Anyone who has studied the funerary monument of Robert Adam in Greyfriars Kirkyard in Edinburgh may well want to see his breathtaking sketch of Cullen Castle, with a great arched bridge looming from center to left. Adam, of course, was also famed as an architect, designer, and decorator.

Artists South of the Border are not neglected: Joseph Mallord William Turner's Afterglow on Mount Snowdon and William Blake's haunting scene of Job and the God in the Whirlwind are especially arresting.

Many of the Frick sketches—all master-quality, but bold or delicate by turns—are the work of continental talents: Da Vinci, Raphael, Rubens, Guercino, Goltzius, Jordaens, Baldung van Grien, Mengs, Fuseli, Von Schwind, Von Menzel, Boucher, Robert, and Ingres.

STUDY BY SEURAT—European Master-Drawing on loan at Frick from Scots National Gallery.
A Georges Seurat crayon study of a nude youth—prepared for Une Baignade, Asnières—is the logo-image for the show. There is, of course, an attractive catalogue for the exhibition—which will travel to Houston's Museum of Fine Arts.

PARSON ON SKATES—Raeburn's portrait of Scots minister on ice.
Also on loan from the National Gallery—on display in Henry Clay Frick's library—is Raeburn's charming painting of the Scots pastor, the Rev. Robert Walker, skating on a loch. Dressed completely in clerical black, with long frock-coat and knee-breeches, the minister serenely slides along, arms folded, right leg lifted behind him. He could be contemplating next Sunday's sermon. Or Haggis for dinner?

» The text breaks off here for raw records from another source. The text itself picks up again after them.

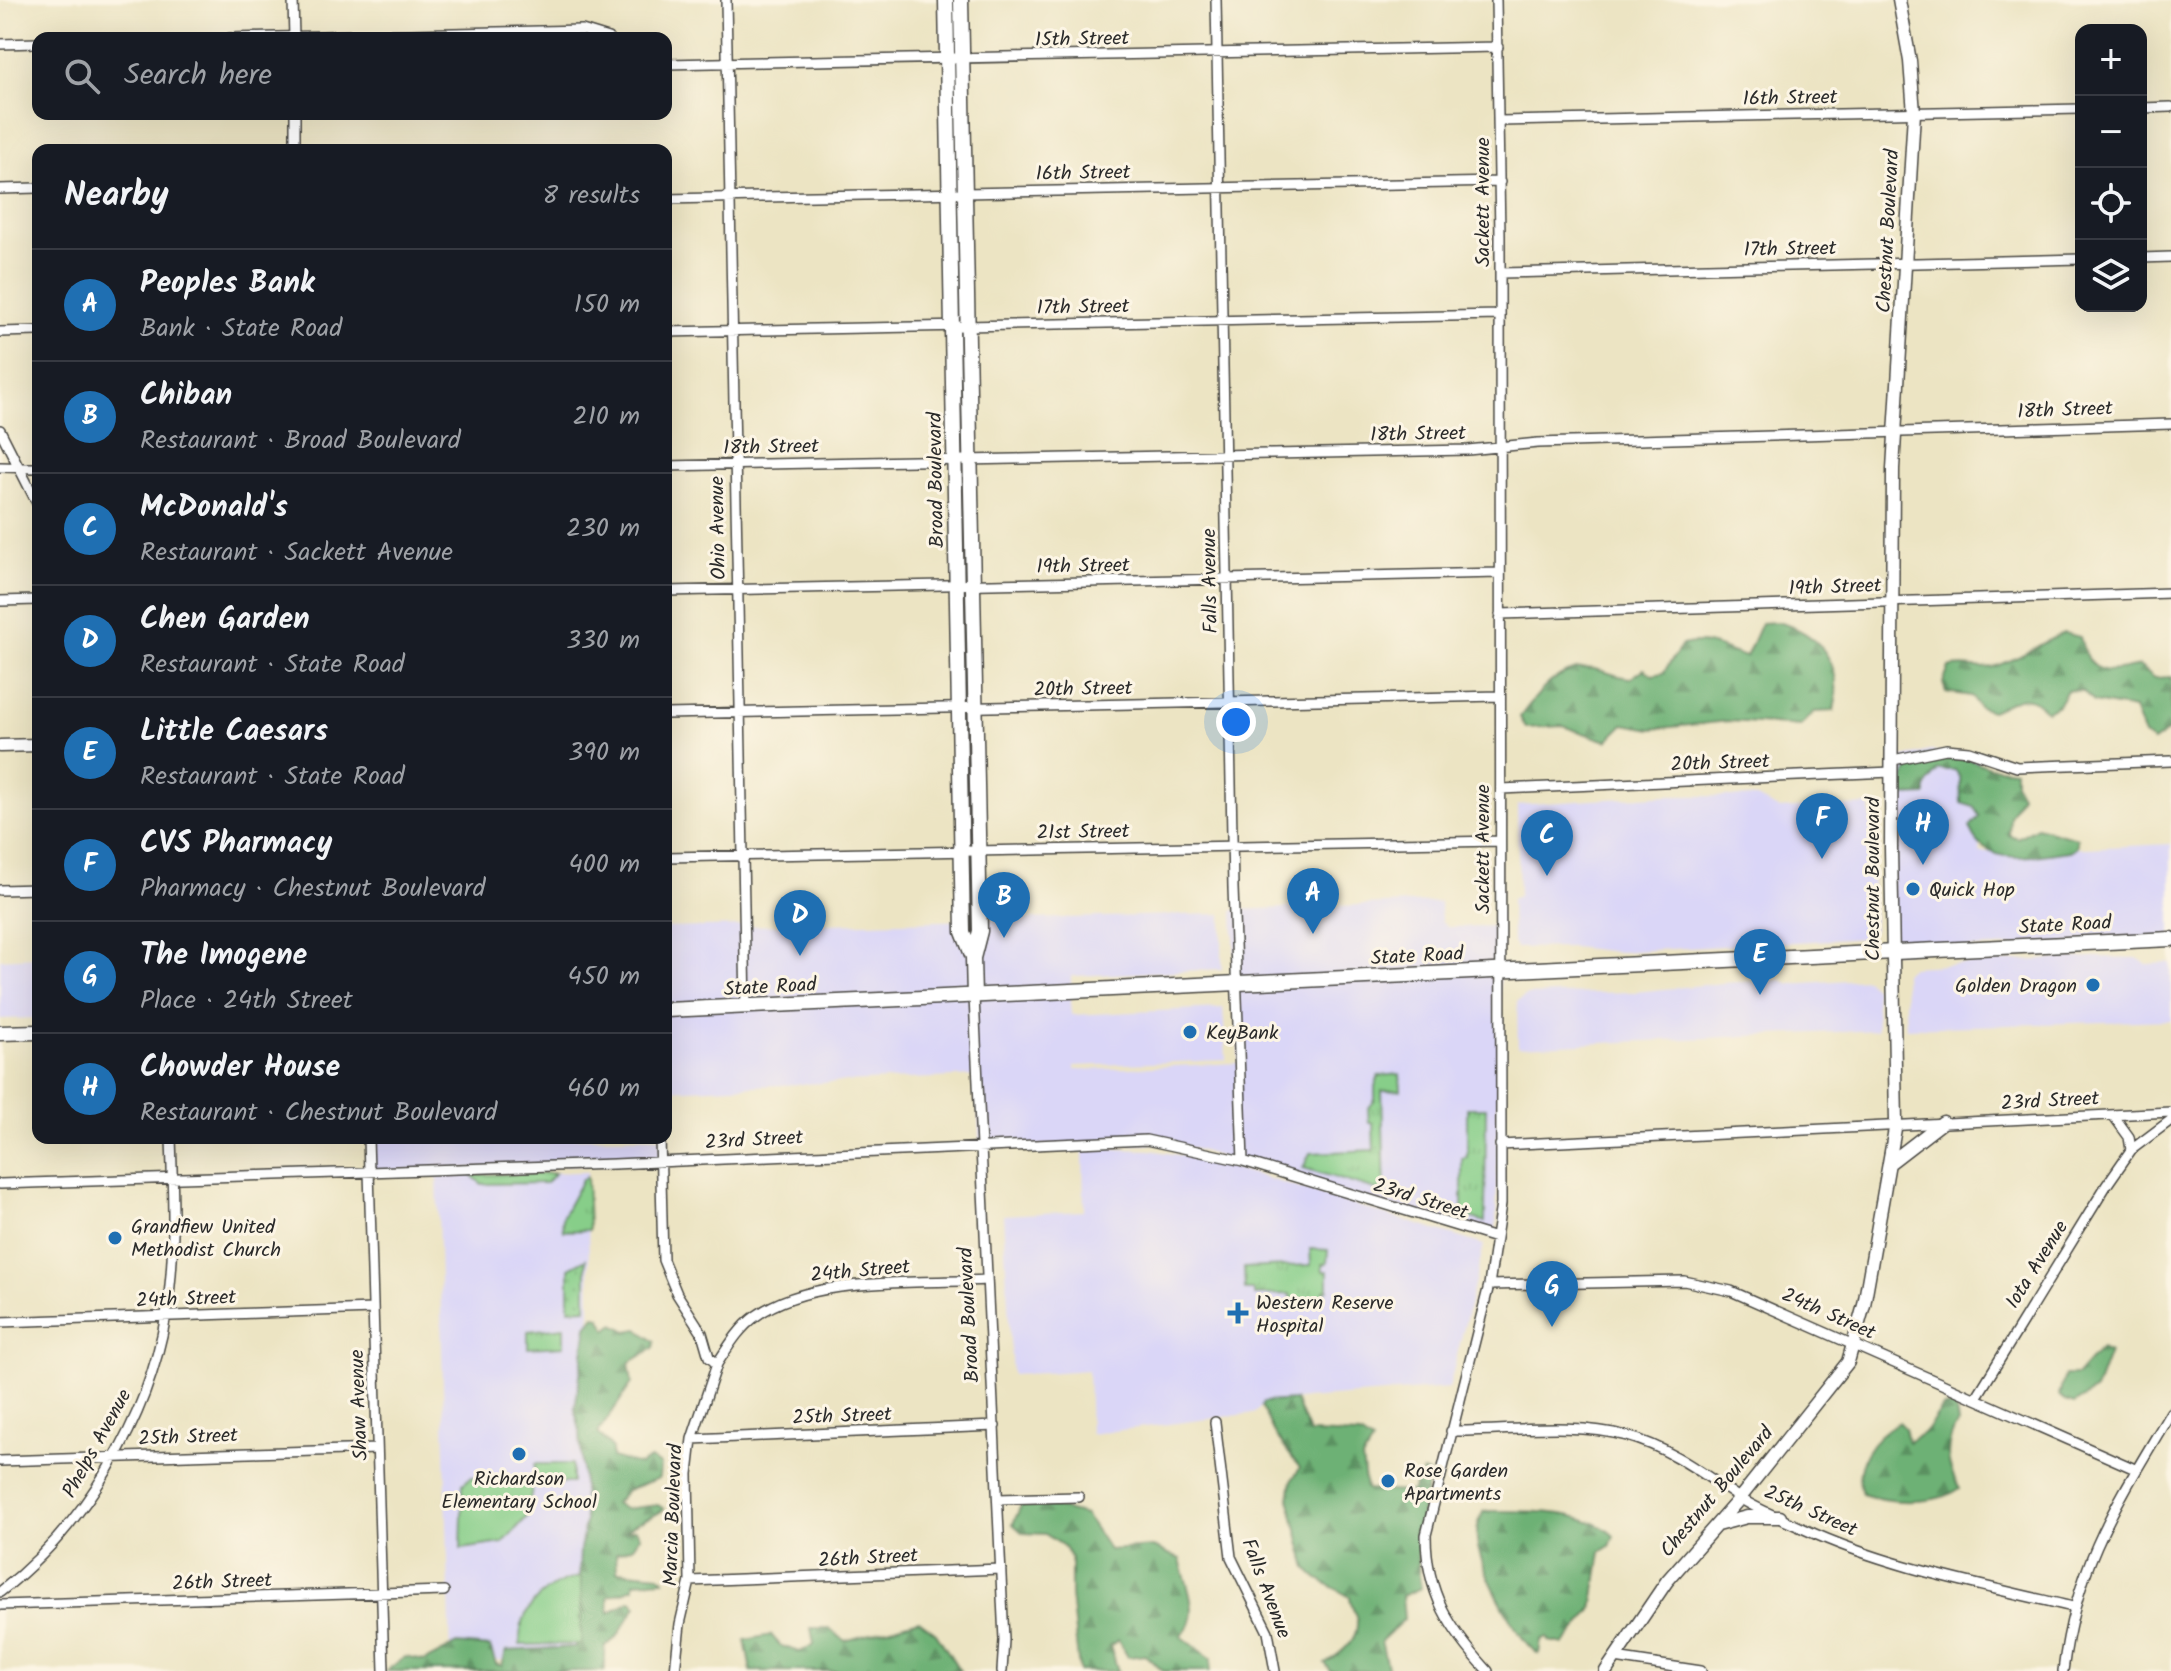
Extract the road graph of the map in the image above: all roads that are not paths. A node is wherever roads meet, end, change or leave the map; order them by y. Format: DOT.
graph roads {
  1 [pos="293,0"];
  2 [pos="726,0"];
  3 [pos="946,0"];
  4 [pos="961,0"];
  5 [pos="1216,0"];
  6 [pos="1496,0"];
  7 [pos="1899,0"];
  8 [pos="294,32"];
  9 [pos="500,32"];
  10 [pos="588,32"];
  11 [pos="32,43"];
  12 [pos="0,44"];
  13 [pos="1498,47"];
  14 [pos="1217,54"];
  15 [pos="955,59"];
  16 [pos="726,63"];
  17 [pos="672,64"];
  18 [pos="2171,107"];
  19 [pos="2147,108"];
  20 [pos="2075,109"];
  21 [pos="1914,113"];
  22 [pos="295,120"];
  23 [pos="1500,121"];
  24 [pos="295,144"];
  25 [pos="1500,182"];
  26 [pos="32,188"];
  27 [pos="1220,188"];
  28 [pos="0,189"];
  29 [pos="958,193"];
  30 [pos="729,198"];
  31 [pos="672,199"];
  32 [pos="2171,257"];
  33 [pos="2147,258"];
  34 [pos="2075,259"];
  35 [pos="1905,262"];
  36 [pos="1500,273"];
  37 [pos="1500,315"];
  38 [pos="1223,321"];
  39 [pos="952,327"];
  40 [pos="968,327"];
  41 [pos="32,331"];
  42 [pos="732,331"];
  43 [pos="0,332"];
  44 [pos="672,332"];
  45 [pos="2171,424"];
  46 [pos="0,430"];
  47 [pos="1895,432"];
  48 [pos="1500,447"];
  49 [pos="1225,456"];
  50 [pos="963,461"];
  51 [pos="734,465"];
  52 [pos="672,466"];
  53 [pos="0,467"];
  54 [pos="20,468"];
  55 [pos="32,468"];
  56 [pos="32,493"];
  57 [pos="1500,573"];
  58 [pos="1227,580"];
  59 [pos="964,586"];
  60 [pos="737,589"];
  61 [pos="672,591"];
  62 [pos="2171,593"];
  63 [pos="32,600"];
  64 [pos="0,601"];
  65 [pos="1893,602"];
  66 [pos="1500,614"];
  67 [pos="1500,696"];
  68 [pos="1230,702"];
  69 [pos="967,708"];
  70 [pos="739,712"];
  71 [pos="672,714"];
  72 [pos="32,745"];
  73 [pos="0,746"];
  74 [pos="2171,761"];
  75 [pos="1892,766"];
  76 [pos="1501,789"];
  77 [pos="1500,841"];
  78 [pos="1232,846"];
  79 [pos="970,851"];
  80 [pos="743,856"];
  81 [pos="672,857"];
  82 [pos="32,889"];
  83 [pos="0,890"];
  84 [pos="2171,939"];
  85 [pos="1892,952"];
  86 [pos="1501,971"];
  87 [pos="1235,984"];
  88 [pos="974,997"];
  89 [pos="746,1007"];
  90 [pos="672,1010"];
  91 [pos="32,1032"];
  92 [pos="0,1033"];
  93 [pos="2171,1112"];
  94 [pos="2113,1115"];
  95 [pos="2171,1120"];
  96 [pos="1943,1122"];
  97 [pos="1896,1123"];
  98 [pos="171,1144"];
  99 [pos="368,1144"];
  100 [pos="660,1144"];
  101 [pos="1500,1145"];
  102 [pos="980,1146"];
  103 [pos="2131,1150"];
  104 [pos="1243,1161"];
  105 [pos="660,1162"];
  106 [pos="1891,1162"];
  107 [pos="369,1171"];
  108 [pos="172,1177"];
  109 [pos="0,1184"];
  110 [pos="1496,1238"];
  111 [pos="986,1280"];
  112 [pos="1489,1285"];
  113 [pos="373,1309"];
  114 [pos="166,1316"];
  115 [pos="0,1322"];
  116 [pos="1856,1344"];
  117 [pos="717,1364"];
  118 [pos="1976,1398"];
  119 [pos="2171,1412"];
  120 [pos="1215,1422"];
  121 [pos="995,1426"];
  122 [pos="1451,1431"];
  123 [pos="692,1439"];
  124 [pos="377,1449"];
  125 [pos="112,1457"];
  126 [pos="0,1461"];
  127 [pos="2135,1469"];
  128 [pos="1079,1497"];
  129 [pos="1740,1498"];
  130 [pos="998,1499"];
  131 [pos="1780,1517"];
  132 [pos="1714,1526"];
  133 [pos="1001,1569"];
  134 [pos="690,1581"];
  135 [pos="444,1591"];
  136 [pos="0,1592"];
  137 [pos="381,1595"];
  138 [pos="0,1605"];
  139 [pos="2073,1607"];
  140 [pos="1615,1658"];
  141 [pos="1003,1670"];
  142 [pos="384,1671"];
  143 [pos="675,1671"];
  144 [pos="1275,1671"];
  145 [pos="1488,1671"];
  146 [pos="1606,1671"];
  147 [pos="1701,1671"];
  148 [pos="2063,1671"];
  1 -- 8 [label="street"];
  2 -- 16 [label="street, Ohio Avenue"];
  3 -- 15 [label="main road, Broad Boulevard"];
  4 -- 15 [label="main road, Broad Boulevard"];
  5 -- 14 [label="street, Falls Avenue"];
  6 -- 13 [label="street, Sackett Avenue"];
  7 -- 21 [label="street, Chestnut Boulevard"];
  9 -- 10 [label="street"];
  11 -- 12 [label="street"];
  13 -- 14 [label="street, 15th Street"];
  13 -- 23 [label="street, Sackett Avenue"];
  14 -- 15 [label="street, 15th Street"];
  14 -- 27 [label="street, Falls Avenue"];
  15 -- 16 [label="street, 15th Street"];
  15 -- 29 [label="main road, Broad Boulevard"];
  16 -- 17 [label="street, 15th Street"];
  16 -- 30 [label="street, Ohio Avenue"];
  18 -- 19 [label="street"];
  20 -- 21 [label="street, 16th Street"];
  21 -- 23 [label="street, 16th Street"];
  21 -- 35 [label="street, Chestnut Boulevard"];
  22 -- 24 [label="street"];
  23 -- 25 [label="street, Sackett Avenue"];
  25 -- 27 [label="street, 16th Street"];
  25 -- 36 [label="street, Sackett Avenue"];
  26 -- 28 [label="street"];
  27 -- 29 [label="street, 16th Street"];
  27 -- 38 [label="street, Falls Avenue"];
  29 -- 30 [label="street, 16th Street"];
  29 -- 39 [label="main road, Broad Boulevard"];
  29 -- 40 [label="main road, Broad Boulevard"];
  30 -- 31 [label="street, 16th Street"];
  30 -- 42 [label="street, Ohio Avenue"];
  32 -- 33 [label="street"];
  34 -- 35 [label="street, 17th Street"];
  35 -- 36 [label="street, 17th Street"];
  35 -- 47 [label="street, Chestnut Boulevard"];
  36 -- 37 [label="street, Sackett Avenue"];
  37 -- 38 [label="street, 17th Street"];
  37 -- 48 [label="street, Sackett Avenue"];
  38 -- 40 [label="street, 17th Street"];
  38 -- 49 [label="street, Falls Avenue"];
  39 -- 40 [label="street, 17th Street"];
  39 -- 42 [label="street, 17th Street"];
  39 -- 50 [label="main road, Broad Boulevard"];
  40 -- 50 [label="main road, Broad Boulevard"];
  41 -- 43 [label="street"];
  42 -- 44 [label="street, 17th Street"];
  42 -- 51 [label="street, Ohio Avenue"];
  45 -- 47 [label="street, 18th Street"];
  46 -- 54 [label="street"];
  47 -- 48 [label="street, 18th Street"];
  47 -- 65 [label="street, Chestnut Boulevard"];
  48 -- 49 [label="street, 18th Street"];
  48 -- 57 [label="street, Sackett Avenue"];
  49 -- 50 [label="street, 18th Street"];
  49 -- 58 [label="street, Falls Avenue"];
  50 -- 51 [label="street, 18th Street"];
  50 -- 59 [label="main road, Broad Boulevard"];
  51 -- 52 [label="street, 18th Street"];
  51 -- 60 [label="street, Ohio Avenue"];
  53 -- 54 [label="street"];
  54 -- 55 [label="street"];
  54 -- 56 [label="street"];
  57 -- 58 [label="street, 19th Street"];
  57 -- 66 [label="street, Sackett Avenue"];
  58 -- 59 [label="street, 19th Street"];
  58 -- 68 [label="street, Falls Avenue"];
  59 -- 60 [label="street, 19th Street"];
  59 -- 69 [label="main road, Broad Boulevard"];
  60 -- 61 [label="street, 19th Street"];
  60 -- 70 [label="street, Ohio Avenue"];
  62 -- 65 [label="street, 19th Street"];
  63 -- 64 [label="street"];
  65 -- 66 [label="street, 19th Street"];
  65 -- 75 [label="street, Chestnut Boulevard"];
  66 -- 67 [label="street, Sackett Avenue"];
  67 -- 68 [label="street, 20th Street"];
  67 -- 76 [label="street, Sackett Avenue"];
  68 -- 69 [label="street, 20th Street"];
  68 -- 78 [label="street, Falls Avenue"];
  69 -- 70 [label="street, 20th Street"];
  69 -- 79 [label="main road, Broad Boulevard"];
  70 -- 71 [label="street, 20th Street"];
  70 -- 80 [label="street, Ohio Avenue"];
  72 -- 73 [label="street"];
  74 -- 75 [label="street, 20th Street"];
  75 -- 76 [label="street, 20th Street"];
  75 -- 85 [label="street, Chestnut Boulevard"];
  76 -- 77 [label="street, Sackett Avenue"];
  77 -- 78 [label="street, 21st Street"];
  77 -- 86 [label="street, Sackett Avenue"];
  78 -- 79 [label="street, 21st Street"];
  78 -- 87 [label="street, Falls Avenue"];
  79 -- 80 [label="street, 21st Street"];
  79 -- 88 [label="main road, Broad Boulevard"];
  80 -- 81 [label="street, 21st Street"];
  80 -- 89 [label="street, Ohio Avenue"];
  82 -- 83 [label="street"];
  84 -- 85 [label="main road, State Road"];
  85 -- 86 [label="main road, State Road"];
  85 -- 97 [label="street, Chestnut Boulevard"];
  86 -- 87 [label="main road, State Road"];
  86 -- 101 [label="street, Sackett Avenue"];
  87 -- 88 [label="main road, State Road"];
  87 -- 104 [label="street, Falls Avenue"];
  88 -- 89 [label="main road, State Road"];
  88 -- 102 [label="street, Broad Boulevard"];
  89 -- 90 [label="main road, State Road"];
  91 -- 92 [label="main road"];
  93 -- 94 [label="street, 23rd Street"];
  94 -- 96 [label="street, 23rd Street"];
  94 -- 103 [label="street"];
  95 -- 103 [label="street, Iota Avenue"];
  96 -- 97 [label="street, 23rd Street"];
  96 -- 106 [label="street"];
  97 -- 101 [label="street, 23rd Street"];
  97 -- 106 [label="street, Chestnut Boulevard"];
  98 -- 108 [label="street, Phelps Avenue"];
  99 -- 107 [label="street, Shaw Avenue"];
  100 -- 105 [label="street"];
  101 -- 110 [label="street, Sackett Avenue"];
  102 -- 104 [label="street, 23rd Street"];
  102 -- 105 [label="street, 23rd Street"];
  102 -- 111 [label="street, Broad Boulevard"];
  103 -- 118 [label="street, Iota Avenue"];
  104 -- 110 [label="street, 23rd Street"];
  105 -- 107 [label="street, 23rd Street"];
  105 -- 117 [label="street"];
  106 -- 116 [label="street, Chestnut Boulevard"];
  107 -- 108 [label="street, 23rd Street"];
  107 -- 113 [label="street, Shaw Avenue"];
  108 -- 109 [label="street, 23rd Street"];
  108 -- 114 [label="street, Phelps Avenue"];
  110 -- 112 [label="street, Sackett Avenue"];
  111 -- 117 [label="street, 24th Street"];
  111 -- 121 [label="street, Broad Boulevard"];
  112 -- 116 [label="street, 24th Street"];
  112 -- 122 [label="street, Sackett Avenue"];
  113 -- 114 [label="street, 24th Street"];
  113 -- 124 [label="street, Shaw Avenue"];
  114 -- 115 [label="street, 24th Street"];
  114 -- 125 [label="street, Phelps Avenue"];
  116 -- 118 [label="street, 24th Street"];
  116 -- 129 [label="street, Chestnut Boulevard"];
  117 -- 123 [label="street, Marcia Boulevard"];
  118 -- 127 [label="street, 24th Street"];
  119 -- 127 [label="street"];
  120 -- 144 [label="street, Falls Avenue"];
  121 -- 123 [label="street, 25th Street"];
  121 -- 130 [label="street, Broad Boulevard"];
  122 -- 129 [label="street, 25th Street"];
  122 -- 145 [label="street, Sackett Avenue"];
  123 -- 134 [label="street, Marcia Boulevard"];
  124 -- 125 [label="street, 25th Street"];
  124 -- 137 [label="street, Shaw Avenue"];
  125 -- 126 [label="street, 25th Street"];
  125 -- 136 [label="street, Phelps Avenue"];
  127 -- 139 [label="street"];
  128 -- 130 [label="street"];
  129 -- 131 [label="street, 25th Street"];
  129 -- 132 [label="street, Chestnut Boulevard"];
  130 -- 133 [label="street, Broad Boulevard"];
  131 -- 132 [label="street"];
  131 -- 139 [label="street, 25th Street"];
  132 -- 140 [label="street, Chestnut Boulevard"];
  133 -- 134 [label="street, 26th Street"];
  133 -- 141 [label="street, Broad Boulevard"];
  134 -- 143 [label="street, Marcia Boulevard"];
  135 -- 137 [label="street, 26th Street"];
  137 -- 138 [label="street, 26th Street"];
  137 -- 142 [label="street, Shaw Avenue"];
  139 -- 148 [label="street"];
  140 -- 146 [label="street, Chestnut Boulevard"];
  140 -- 147 [label="street"];
}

"Diversity & Difference" at the Bard:
"Women Designers in the USA, 1900-2000"

[Closing February 25, 2001] The exhibition titles for the new Bard Grad Center show on West 86th Street are self-explanatory. Both Diversity and Difference suggest that there's not much in common among the various women artists & craftspersons, nor among the interesting artifacts on display.

At the Bard Center for Studies in the Decorative Arts, Design, and Culture, you are always sure to see very fine examples of weaving, ceramics, glass, furniture, fabric-design, jewelry, flatware, fashions, graphics, and other examples of applied arts. Some shows focus specifically on porcelains, some on interior design.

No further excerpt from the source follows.